Dr. Nick Srnicek

"There is an important question here of where the universal is drawn though, and typically the welfare state has drawn it in a very citizen-oriented way, thereby excluding recent immigrants."

As part of our website launch, Autonomy asked four leading experts in the field about the status and role of work in our society. Their responses touch on some of the most important facets of the question of work today: the gendered division of labour, the potential and actual uses of automation technologies, the changing nature of work practices themselves and more. We have also asked a question regarding basic income – a much discussed concept with a long history – that is central to current debates. This is week three of four.

 

3. Would you support the introduction of a Universal Basic Income? If so, how should it be implemented?

 

I think a universal basic income is a good directional demand for the left to take up. It responds to the threat of automation by guaranteeing a liveable income for people, it can significantly reduce poverty and the costs associated with it, and it can drastically alter the power relationship that currently holds between labour and capital. For all these reasons (and many more), I think UBI is something we should be aiming for.

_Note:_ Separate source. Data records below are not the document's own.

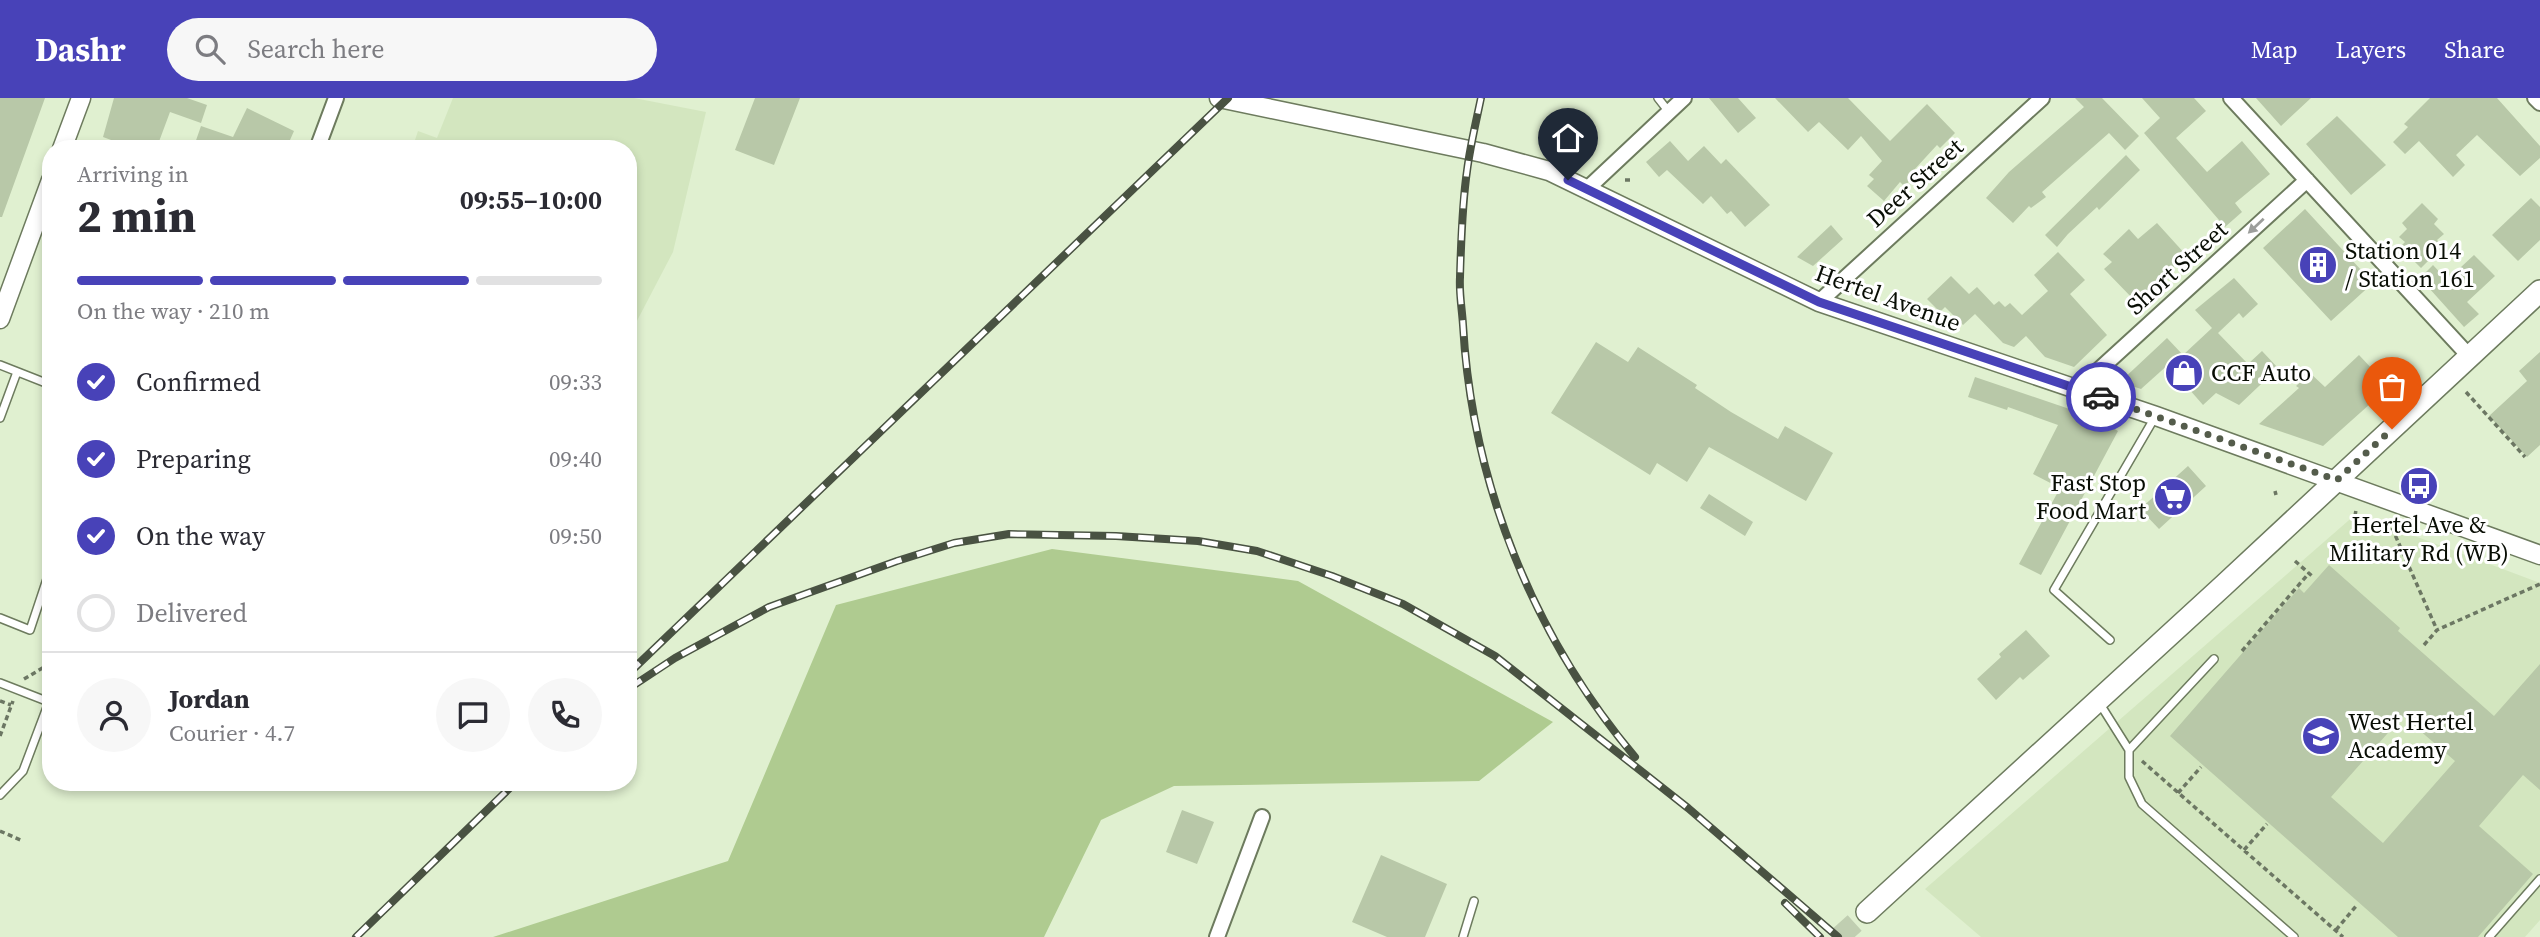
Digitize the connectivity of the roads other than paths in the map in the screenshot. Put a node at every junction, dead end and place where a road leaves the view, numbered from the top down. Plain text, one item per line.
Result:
1 (81, 98) edge
2 (336, 98) edge
3 (1219, 98) edge
4 (1658, 98) edge
5 (1684, 98) edge
6 (2042, 98) edge
7 (2231, 98) edge
8 (2536, 98) edge
9 (2540, 103) edge
10 (1669, 112) junction
11 (65, 140) edge
12 (320, 140) edge
13 (2307, 180) junction
14 (1587, 189) junction
15 (42, 204) edge
16 (2540, 291) edge
17 (1819, 302) junction
18 (0, 318) edge
19 (2469, 356) junction
20 (0, 365) edge
21 (17, 372) junction
22 (42, 382) edge
23 (2078, 389) junction
24 (2156, 416) junction
25 (0, 418) edge
26 (2337, 480) junction
27 (2540, 555) edge
28 (42, 595) edge
29 (0, 618) edge
30 (2110, 640) dead end
31 (2214, 659) dead end
32 (0, 683) edge
33 (42, 699) edge
34 (2098, 701) junction
35 (42, 722) edge
36 (2130, 750) junction
37 (0, 795) edge
38 (1262, 817) dead end
39 (2540, 879) edge
40 (1474, 901) dead end
41 (1867, 912) tunnel mouth
42 (1217, 937) edge
43 (1463, 937) edge
44 (2294, 937) edge
45 (2489, 937) edge

1 - 11 street
2 - 12 street
3 - 14 street, Hertel Avenue
4 - 10 lane
5 - 10 street
6 - 17 street, Deer Street
7 - 13 street
8 - 9 street
10 - 14 street
13 - 19 street
13 -> 23 street, Short Street
14 - 17 street, Hertel Avenue
15 - 18 street
16 - 19 main road
17 - 23 street, Hertel Avenue
19 - 26 main road
20 - 21 lane
21 - 22 lane
21 - 25 lane
23 - 24 street, Hertel Avenue
24 - 26 street, Hertel Avenue
24 - 30 lane
26 - 27 street, Hertel Avenue
26 - 34 main road
28 - 29 lane
31 - 36 lane
32 - 33 lane
34 - 36 lane
34 - 41 main road
35 - 37 lane
36 - 44 lane
38 - 42 street
39 - 45 lane
40 - 43 lane

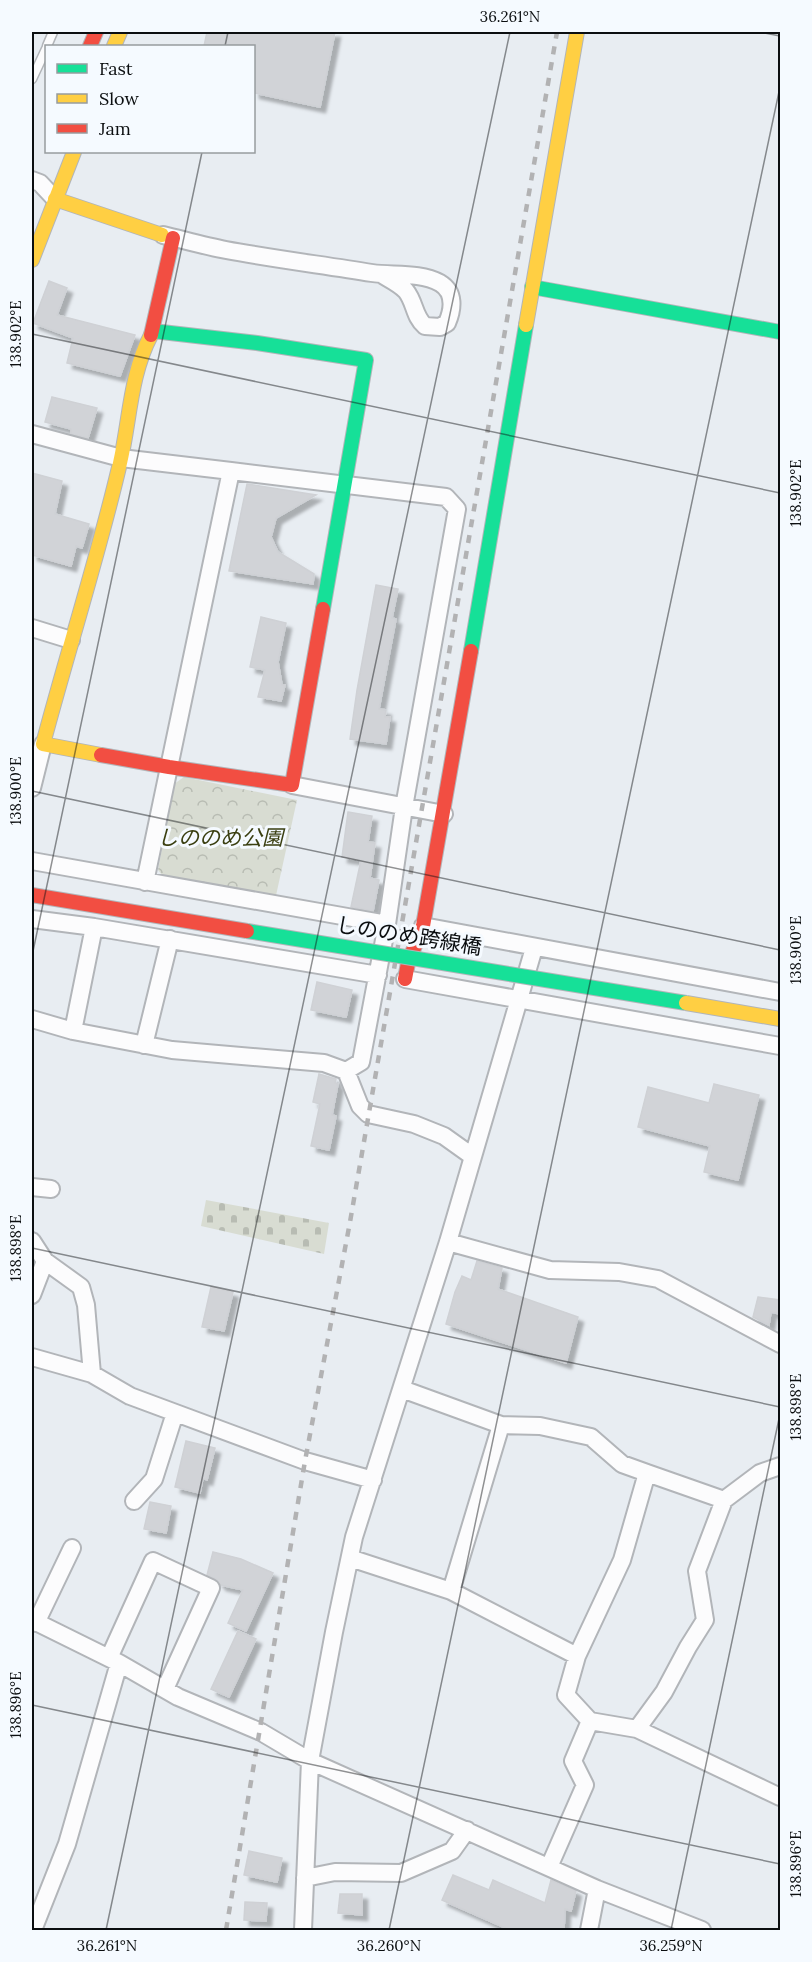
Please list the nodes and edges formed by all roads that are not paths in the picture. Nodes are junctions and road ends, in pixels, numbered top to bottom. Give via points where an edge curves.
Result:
1 (578, 32) edge
2 (45, 52) edge
3 (32, 78) edge
4 (74, 153) edge
5 (38, 182) edge
6 (55, 199) junction
7 (168, 236) junction
8 (32, 260) edge
9 (381, 274) dead end
10 (532, 287) junction
11 (153, 331) junction
12 (780, 332) edge
13 (32, 434) edge
14 (121, 458) junction
15 (231, 471) junction
16 (345, 484) junction
17 (32, 628) edge
18 (71, 640) junction
19 (43, 744) junction
20 (170, 767) junction
21 (292, 785) junction
22 (32, 788) edge
23 (404, 807) junction
24 (444, 814) junction
25 (32, 861) edge
26 (145, 882) junction
27 (32, 895) edge
28 (32, 919) edge
29 (387, 924) junction
30 (423, 926) junction
31 (94, 927) junction
32 (170, 939) junction
33 (534, 948) junction
34 (378, 975) junction
35 (405, 979) joint
36 (780, 992) edge
37 (519, 1000) junction
38 (32, 1019) edge
39 (780, 1019) edge
40 (73, 1031) junction
41 (144, 1045) junction
42 (780, 1046) edge
43 (346, 1071) junction
44 (472, 1156) junction
45 (32, 1187) edge
46 (51, 1189) dead end
47 (32, 1240) edge
48 (448, 1242) junction
49 (45, 1261) junction
50 (32, 1295) edge
51 (780, 1344) edge
52 (32, 1358) edge
53 (92, 1374) junction
54 (402, 1389) junction
55 (175, 1413) junction
56 (501, 1425) junction
57 (780, 1466) edge
58 (647, 1473) junction
59 (373, 1480) junction
60 (724, 1500) junction
61 (134, 1502) dead end
62 (72, 1548) dead end
63 (350, 1558) junction
64 (451, 1591) junction
65 (34, 1621) edge
66 (578, 1656) junction
67 (114, 1661) junction
68 (165, 1689) junction
69 (590, 1720) junction
70 (637, 1729) junction
71 (310, 1761) junction
72 (780, 1797) edge
73 (467, 1830) junction
74 (549, 1867) junction
75 (305, 1878) junction
76 (597, 1889) junction
77 (33, 1930) edge
78 (303, 1930) edge
79 (589, 1930) edge
80 (702, 1930) edge

1 - 10 main road
2 - 3 lane
4 - 6 main road
5 - 6 street
6 - 7 main road
6 - 8 main road
7 - 9 street via 224,250
7 - 11 main road
10 - 12 main road
10 - 24 main road
11 - 14 main road via 145,344
11 - 16 main road via 366,360
13 - 14 street
14 - 15 street
14 - 18 main road
15 - 16 street
15 - 20 street
16 - 21 main road
16 - 23 street via 446,497 457,509
17 - 18 street
18 - 19 main road
19 - 20 main road
19 - 22 street
20 - 21 main road
20 - 26 street
21 - 23 street
23 - 24 street
23 - 29 street
24 - 30 main road
25 - 26 street
26 - 29 street
27 - 39 main road, しののめ跨線橋, bridge
28 - 31 street
29 - 34 street
30 - 33 street
30 - 35 main road
31 - 32 street
31 - 40 street
32 - 34 street
32 - 41 street
33 - 36 street
33 - 37 street
34 - 43 street via 361,1062
35 - 37 street
37 - 42 street
37 - 44 street
38 - 40 street
40 - 41 street
41 - 43 street via 324,1063
43 - 44 street via 360,1106 368,1113 444,1136
44 - 48 street
45 - 46 street
47 - 49 street
48 - 51 street via 550,1270 619,1272 658,1279
48 - 54 street
49 - 50 street
49 - 53 street via 81,1287
52 - 53 street
53 - 55 street via 130,1396
54 - 56 street
54 - 59 street
55 - 59 street via 305,1461
55 - 61 street via 154,1479
56 - 58 street via 540,1426 591,1437 622,1464
56 - 64 street
57 - 60 street via 760,1473
58 - 60 street
58 - 66 street via 622,1560
59 - 63 street
60 - 70 street via 697,1571 705,1620 664,1692
62 - 65 street
63 - 64 street
63 - 71 street
64 - 66 street
65 - 67 street
66 - 69 street via 566,1695
67 - 68 street
67 - 68 street via 153,1561 212,1588
67 - 77 street via 67,1844
68 - 71 street via 261,1732
69 - 70 street
69 - 74 street via 573,1761 585,1785
70 - 72 street
71 - 73 street
71 - 75 street
73 - 74 street
73 - 75 street via 452,1851 401,1873 335,1872
74 - 76 street
75 - 78 street
76 - 79 street
76 - 80 street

But importantly, not every implementation of UBI is equal. As with any other policy (such as healthcare or childcare), a basic income can be implemented in ways that push beyond the limits of social democracy, and it can be implemented in ways that consolidate the present neoliberal order. The question of whether we want a UBI or not turns out to be secondary to the question of ‘which UBI?’

For me, there are three key characteristics of a properly socialist UBI: universality, supplementarity, and sufficiency. In the first instance, a basic income must be universal – meaning that everyone in a country receives it. There would be no means-testing involved, you wouldn’t have to prove that you are seeking a job, and it could not be withdrawn because of things like a criminal record. There is an important question here of where the universal is drawn though, and typically the welfare state has drawn it in a very citizen-oriented way, thereby excluding recent immigrants. This is perhaps the most difficult question for a UBI, but I believe the Alaskan model – whereby immigrants can begin receiving their basic income after 6 months of residence – is a good model to aim for. Implicit within universalism is also a claim that UBI should be given to individuals, rather than households or breadwinners. This is important for rejecting some of the patriarchal aspects of the welfare state, as it means women are not beholden to men for receiving the basic income.

 

“Universality, supplementarity, and sufficiency.”

 

A second key characteristic is that the UBI be a supplement to the welfare state, rather than a replacement. The neoliberal version of UBI argues that a basic income should be provided in return for decimating public services and traditional welfare. Effectively, their proposal is provide everyone with cash, and turn healthcare, childcare, pensions, and so on into private markets. It is the utopia of neoliberal thinkers. The socialist version of UBI is vastly different in that it argues for a basic income that supplements targeted programs (such as housing, disability, and childcare benefits) and public services that reject the profit motive. This would be a UBI that releases people from the coercion of work, while also recognising the differential needs of people, as well as keeping many essential goods and services out of the market.

Finally, any meaningful implementation of a UBI needs to aim for a sufficient amount to live on. Given the vast regional and national variations in what is ‘liveable’, perhaps the best initial measure is something like the local poverty level – a level which allows people to freely choose how much to work or whether to spend their time doing more important things. The risk is that if a UBI isn’t set to a sufficient level that it becomes a subsidy to companies who pay low wages.

 

Dr. Nick Srnicek is Lecturer in Digital Economy in the Digital Humanities department at King’s College London. His current research is focused on post-work politics and social reproduction, and how the two separate areas can be fit together. He is the co-author, with Dr. Helen Hester, of a forthcoming book, entitled After Work (Verso, 2018) and has previously written on labour market transformations – Inventing the Future (co-authored with Dr. Alex Williams, Verso, 2015) – and on the digital economy and its dynamics: Platform Capitalism (Polity, 2016).